Consider the function f(x) = Sum_{n=1}^\infty c^(-xn)

Then differentiate this k times. Each time you pull down a factor of n (as well as a log(c), but that's just a constant). So, the sum you're looking for is related to the kth derivative of this function.

Now, fortunately this function can be evaluated explicitly since it's just a geometric series: it's 1 / (c^x - 1) -- note that the sum starts at 1 and not 0. Then it's just a matter of calculating a bunch of derivatives of this function, keeping track of factors of log(c) etc. and then evaluating it at x = 1 at the very end. Very labor intensive, but (in my opinion) less mysterious than the approach shown here (although, of course the polylogarithm function is precisely this tower of derivatives for negative integer values).

1 comments

Instead of differentiating c^(-xn) w.r.t. x to pull down factors of n (and inconvenient logarithms of c), you can use (z d/dz) z^n = n z^n to pull down factors of n with no inconvenient logarithms. Then you can set z=1/2 at the end to get the desired summand here. This approach makes it more obvious that the answer will be rational.

This is effectively what OP does, but it is phrased there in terms of properties of the Li function, which makes it seem a little more exotic than thinking just in terms of differentiating power functions.

And since it's discrete, you can use finite differences.

  a =  sum_1 n^3 / 2^n 
    = sum_0 (n+1)^3 / 2^(n+1)
    =  (1/2) (1 + sum_1 (3n^2 + 3n + 1)/2^n)
    
  b = sum_1 n^2 / 2^n  
    = (1/2) (1+ b + sum_1 (2n +1)/2^n)

  c = sum_1 n / 2^n  
    = (1/2) (1+ c + sum_1  1 / 2^n)

  d =  sum_1 1 / 2^n  
    = sum_0 1 / 2^(n+1)
    = (1/2) (1 + d)
    = 1


  d = 1               =             1
  c = d +  1          = 1+1      =  2
  b = d + 2c +  1     = 1+1+4    =  6
  a = d + 3c + 3b + 1 = 1+1+6+18 = 26



In general,

  f_k = sum n^k/2^n 
      = (*k*th row of Pascal's triangle)•(f_0, ..., f_{k-1},1)
https://oeis.org/A000629

Number of necklaces of partitions of n+1 labeled beads.

Mathologer video on the same: https://www.youtube.com/watch?v=4AuV93LOPcE
To be honest, the whole use of the Li function before defining it made me stop reading.
Yeah, differentiating these infinite sums to pull down polynomial factors is a familiar trick.

It happens in basic moment generating function manipulations (e.g., higher moments of random variables).
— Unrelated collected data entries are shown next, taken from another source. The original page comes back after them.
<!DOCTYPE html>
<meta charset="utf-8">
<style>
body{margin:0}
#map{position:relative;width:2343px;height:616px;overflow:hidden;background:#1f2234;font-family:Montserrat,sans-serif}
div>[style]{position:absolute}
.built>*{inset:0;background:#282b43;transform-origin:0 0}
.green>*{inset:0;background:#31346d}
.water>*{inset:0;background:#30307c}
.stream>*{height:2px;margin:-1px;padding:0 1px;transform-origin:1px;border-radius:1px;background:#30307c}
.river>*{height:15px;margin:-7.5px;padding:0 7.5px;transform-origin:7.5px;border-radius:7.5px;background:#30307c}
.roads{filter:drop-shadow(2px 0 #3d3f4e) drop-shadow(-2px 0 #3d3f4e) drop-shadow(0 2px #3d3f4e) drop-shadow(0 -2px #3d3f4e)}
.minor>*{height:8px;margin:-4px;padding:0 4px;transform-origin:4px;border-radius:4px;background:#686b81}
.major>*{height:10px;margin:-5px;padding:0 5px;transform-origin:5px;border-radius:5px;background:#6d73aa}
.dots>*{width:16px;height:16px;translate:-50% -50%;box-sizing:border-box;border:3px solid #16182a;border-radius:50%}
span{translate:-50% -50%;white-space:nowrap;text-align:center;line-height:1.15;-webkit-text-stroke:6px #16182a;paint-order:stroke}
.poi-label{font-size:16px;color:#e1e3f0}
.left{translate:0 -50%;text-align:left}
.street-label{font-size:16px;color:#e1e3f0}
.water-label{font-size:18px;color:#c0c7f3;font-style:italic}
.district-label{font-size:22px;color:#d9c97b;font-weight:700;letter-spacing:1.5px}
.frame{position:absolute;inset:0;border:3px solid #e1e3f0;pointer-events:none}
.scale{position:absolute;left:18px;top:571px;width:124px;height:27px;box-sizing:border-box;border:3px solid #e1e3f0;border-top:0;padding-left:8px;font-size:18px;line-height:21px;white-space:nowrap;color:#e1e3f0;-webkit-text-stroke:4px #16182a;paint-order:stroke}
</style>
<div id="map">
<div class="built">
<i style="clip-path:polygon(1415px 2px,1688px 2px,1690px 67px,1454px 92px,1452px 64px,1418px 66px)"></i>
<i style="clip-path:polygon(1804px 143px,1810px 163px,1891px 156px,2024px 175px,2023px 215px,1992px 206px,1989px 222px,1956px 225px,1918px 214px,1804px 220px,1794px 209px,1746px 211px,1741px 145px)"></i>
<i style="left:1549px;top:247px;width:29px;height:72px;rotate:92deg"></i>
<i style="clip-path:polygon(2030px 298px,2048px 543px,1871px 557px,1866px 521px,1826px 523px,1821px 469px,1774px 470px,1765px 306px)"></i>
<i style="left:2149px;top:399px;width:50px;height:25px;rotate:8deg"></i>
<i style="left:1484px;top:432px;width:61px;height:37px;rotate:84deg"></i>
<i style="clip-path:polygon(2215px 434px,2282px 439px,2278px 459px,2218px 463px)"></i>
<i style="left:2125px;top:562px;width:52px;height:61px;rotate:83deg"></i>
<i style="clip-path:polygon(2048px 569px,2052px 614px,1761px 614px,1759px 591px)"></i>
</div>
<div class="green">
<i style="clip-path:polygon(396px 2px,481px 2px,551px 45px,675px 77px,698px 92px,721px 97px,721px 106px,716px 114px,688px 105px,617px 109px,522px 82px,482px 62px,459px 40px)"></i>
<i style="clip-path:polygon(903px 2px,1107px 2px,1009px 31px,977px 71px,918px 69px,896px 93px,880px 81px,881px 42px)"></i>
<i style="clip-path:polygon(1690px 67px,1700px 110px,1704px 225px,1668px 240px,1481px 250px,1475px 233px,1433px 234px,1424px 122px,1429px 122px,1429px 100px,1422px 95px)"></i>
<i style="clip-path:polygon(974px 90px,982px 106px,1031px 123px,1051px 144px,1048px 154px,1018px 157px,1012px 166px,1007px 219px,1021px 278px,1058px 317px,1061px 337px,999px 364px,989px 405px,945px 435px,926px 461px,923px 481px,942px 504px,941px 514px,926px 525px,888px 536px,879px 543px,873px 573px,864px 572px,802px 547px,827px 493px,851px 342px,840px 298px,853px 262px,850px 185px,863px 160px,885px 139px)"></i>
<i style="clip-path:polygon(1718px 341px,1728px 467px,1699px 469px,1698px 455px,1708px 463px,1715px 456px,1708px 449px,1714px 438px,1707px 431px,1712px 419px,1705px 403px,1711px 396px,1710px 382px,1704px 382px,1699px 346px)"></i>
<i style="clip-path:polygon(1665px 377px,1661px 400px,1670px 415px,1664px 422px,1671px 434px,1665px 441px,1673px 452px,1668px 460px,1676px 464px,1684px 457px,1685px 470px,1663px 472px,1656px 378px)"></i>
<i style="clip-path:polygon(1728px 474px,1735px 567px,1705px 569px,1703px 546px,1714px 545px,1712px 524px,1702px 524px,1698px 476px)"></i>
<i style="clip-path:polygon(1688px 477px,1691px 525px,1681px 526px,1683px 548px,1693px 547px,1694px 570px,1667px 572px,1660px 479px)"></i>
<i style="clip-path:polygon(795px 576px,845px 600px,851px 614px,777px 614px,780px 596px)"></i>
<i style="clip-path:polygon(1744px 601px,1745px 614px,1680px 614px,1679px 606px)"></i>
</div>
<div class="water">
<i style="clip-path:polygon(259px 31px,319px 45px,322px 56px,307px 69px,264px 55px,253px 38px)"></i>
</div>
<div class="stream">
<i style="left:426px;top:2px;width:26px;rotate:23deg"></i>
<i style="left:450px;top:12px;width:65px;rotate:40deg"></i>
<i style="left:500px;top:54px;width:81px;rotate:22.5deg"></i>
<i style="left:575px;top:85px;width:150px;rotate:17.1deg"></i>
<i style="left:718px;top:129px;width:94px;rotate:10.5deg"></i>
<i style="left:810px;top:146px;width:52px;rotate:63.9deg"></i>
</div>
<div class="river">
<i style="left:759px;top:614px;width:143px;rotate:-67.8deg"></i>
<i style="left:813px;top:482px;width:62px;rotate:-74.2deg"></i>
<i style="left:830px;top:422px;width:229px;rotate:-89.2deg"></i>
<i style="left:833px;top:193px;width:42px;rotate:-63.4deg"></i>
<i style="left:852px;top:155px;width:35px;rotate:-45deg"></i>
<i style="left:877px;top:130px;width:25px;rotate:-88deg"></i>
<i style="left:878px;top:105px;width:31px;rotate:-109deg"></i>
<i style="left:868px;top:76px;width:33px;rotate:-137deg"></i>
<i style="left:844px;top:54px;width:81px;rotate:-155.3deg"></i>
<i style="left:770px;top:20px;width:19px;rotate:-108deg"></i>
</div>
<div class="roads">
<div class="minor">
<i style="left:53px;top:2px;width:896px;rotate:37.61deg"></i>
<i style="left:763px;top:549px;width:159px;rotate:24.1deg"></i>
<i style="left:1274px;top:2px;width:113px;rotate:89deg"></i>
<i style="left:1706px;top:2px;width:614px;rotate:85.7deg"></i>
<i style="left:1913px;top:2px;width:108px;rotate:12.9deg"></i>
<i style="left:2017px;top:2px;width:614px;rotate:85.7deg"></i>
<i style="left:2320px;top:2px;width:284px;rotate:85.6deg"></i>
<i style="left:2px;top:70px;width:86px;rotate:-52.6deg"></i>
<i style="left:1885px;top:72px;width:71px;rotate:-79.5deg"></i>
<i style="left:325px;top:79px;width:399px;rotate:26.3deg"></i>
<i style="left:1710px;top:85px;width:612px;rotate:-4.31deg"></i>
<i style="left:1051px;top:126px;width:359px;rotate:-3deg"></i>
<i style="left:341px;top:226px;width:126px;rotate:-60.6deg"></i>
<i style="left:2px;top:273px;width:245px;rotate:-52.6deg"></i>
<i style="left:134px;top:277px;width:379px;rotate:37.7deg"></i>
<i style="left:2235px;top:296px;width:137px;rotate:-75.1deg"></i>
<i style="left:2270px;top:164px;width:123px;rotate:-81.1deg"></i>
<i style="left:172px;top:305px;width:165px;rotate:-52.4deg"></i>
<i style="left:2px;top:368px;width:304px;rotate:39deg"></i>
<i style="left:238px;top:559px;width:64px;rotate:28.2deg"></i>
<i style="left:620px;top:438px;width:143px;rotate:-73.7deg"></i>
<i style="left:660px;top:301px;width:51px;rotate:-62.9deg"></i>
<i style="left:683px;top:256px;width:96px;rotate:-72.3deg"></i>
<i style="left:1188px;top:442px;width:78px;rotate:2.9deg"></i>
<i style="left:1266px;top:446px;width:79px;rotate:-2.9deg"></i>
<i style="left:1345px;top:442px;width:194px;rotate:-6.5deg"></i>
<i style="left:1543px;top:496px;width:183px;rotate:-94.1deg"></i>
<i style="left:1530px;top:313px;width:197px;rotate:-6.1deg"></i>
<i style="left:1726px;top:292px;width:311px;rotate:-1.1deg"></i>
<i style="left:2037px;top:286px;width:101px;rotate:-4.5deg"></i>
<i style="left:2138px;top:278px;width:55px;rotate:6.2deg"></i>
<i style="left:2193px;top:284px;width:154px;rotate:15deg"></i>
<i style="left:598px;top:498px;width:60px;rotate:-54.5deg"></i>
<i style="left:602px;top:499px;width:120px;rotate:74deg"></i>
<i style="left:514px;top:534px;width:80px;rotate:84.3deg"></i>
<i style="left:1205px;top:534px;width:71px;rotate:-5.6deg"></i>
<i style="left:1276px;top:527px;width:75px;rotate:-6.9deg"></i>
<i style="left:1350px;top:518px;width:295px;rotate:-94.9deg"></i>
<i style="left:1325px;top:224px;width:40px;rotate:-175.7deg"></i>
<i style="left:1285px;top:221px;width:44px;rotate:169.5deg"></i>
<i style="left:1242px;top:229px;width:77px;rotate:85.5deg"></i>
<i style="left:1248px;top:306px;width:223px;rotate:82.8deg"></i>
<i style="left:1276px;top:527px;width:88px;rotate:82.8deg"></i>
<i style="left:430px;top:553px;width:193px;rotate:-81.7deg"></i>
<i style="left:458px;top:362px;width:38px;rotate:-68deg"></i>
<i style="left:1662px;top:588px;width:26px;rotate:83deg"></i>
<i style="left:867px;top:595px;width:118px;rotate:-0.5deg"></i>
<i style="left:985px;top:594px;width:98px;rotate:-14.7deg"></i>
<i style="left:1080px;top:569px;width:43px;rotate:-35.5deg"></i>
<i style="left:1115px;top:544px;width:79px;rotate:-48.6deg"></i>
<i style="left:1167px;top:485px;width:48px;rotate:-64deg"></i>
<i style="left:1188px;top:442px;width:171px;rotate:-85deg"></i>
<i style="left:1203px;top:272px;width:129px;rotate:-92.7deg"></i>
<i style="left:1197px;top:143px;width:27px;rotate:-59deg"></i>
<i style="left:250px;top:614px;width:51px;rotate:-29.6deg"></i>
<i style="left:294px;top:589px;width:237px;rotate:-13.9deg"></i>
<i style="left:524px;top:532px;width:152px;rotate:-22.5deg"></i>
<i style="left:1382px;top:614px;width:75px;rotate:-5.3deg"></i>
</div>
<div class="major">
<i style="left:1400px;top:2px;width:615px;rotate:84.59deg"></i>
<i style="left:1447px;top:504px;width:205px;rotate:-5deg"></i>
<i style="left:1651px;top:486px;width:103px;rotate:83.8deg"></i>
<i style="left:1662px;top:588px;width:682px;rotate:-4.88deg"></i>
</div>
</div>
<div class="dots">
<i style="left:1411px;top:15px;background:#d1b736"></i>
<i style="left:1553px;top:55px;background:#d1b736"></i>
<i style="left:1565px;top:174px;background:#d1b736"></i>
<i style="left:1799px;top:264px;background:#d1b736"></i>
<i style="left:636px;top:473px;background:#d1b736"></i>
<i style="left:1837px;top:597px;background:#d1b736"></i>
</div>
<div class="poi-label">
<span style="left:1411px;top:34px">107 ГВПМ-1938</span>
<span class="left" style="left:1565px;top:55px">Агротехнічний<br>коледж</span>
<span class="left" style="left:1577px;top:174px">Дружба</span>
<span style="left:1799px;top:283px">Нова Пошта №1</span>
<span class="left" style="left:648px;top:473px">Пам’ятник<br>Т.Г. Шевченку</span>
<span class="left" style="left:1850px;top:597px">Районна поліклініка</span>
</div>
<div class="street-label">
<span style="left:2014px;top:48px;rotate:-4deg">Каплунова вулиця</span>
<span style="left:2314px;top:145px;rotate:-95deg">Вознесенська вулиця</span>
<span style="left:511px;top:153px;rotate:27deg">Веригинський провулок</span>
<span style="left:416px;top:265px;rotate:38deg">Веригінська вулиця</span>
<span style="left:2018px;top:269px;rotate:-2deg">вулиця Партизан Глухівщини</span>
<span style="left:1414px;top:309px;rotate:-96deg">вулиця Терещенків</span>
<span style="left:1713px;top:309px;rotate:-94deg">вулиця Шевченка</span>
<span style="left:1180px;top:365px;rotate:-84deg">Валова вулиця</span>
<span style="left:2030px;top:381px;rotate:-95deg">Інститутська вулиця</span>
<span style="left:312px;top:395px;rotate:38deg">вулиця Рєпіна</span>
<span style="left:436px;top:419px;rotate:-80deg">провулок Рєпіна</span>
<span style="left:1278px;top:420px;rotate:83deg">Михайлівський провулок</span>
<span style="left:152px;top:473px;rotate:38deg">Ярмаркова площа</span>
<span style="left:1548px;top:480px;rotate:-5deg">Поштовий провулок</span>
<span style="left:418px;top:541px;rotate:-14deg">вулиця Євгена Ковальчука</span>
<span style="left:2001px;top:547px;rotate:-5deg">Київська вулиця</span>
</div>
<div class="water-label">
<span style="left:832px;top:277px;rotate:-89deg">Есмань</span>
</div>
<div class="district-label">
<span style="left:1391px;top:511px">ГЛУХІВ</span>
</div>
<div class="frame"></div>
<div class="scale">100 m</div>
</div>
Or from z-transforms in signal processing (z transforms of integrals or derivatives). And (a little less obvious, but still the same) from Fourier analysis.

The concept applies to any moment generating function, z-transform, whatever. It’s clearest for the geometric distribution, where the distribution itself has the geometric form (https://mathworld.wolfram.com/GeometricDistribution.html, around equation 6).

I agree that the Li function seems like a detour, but maybe it can make some of the manipulation easier?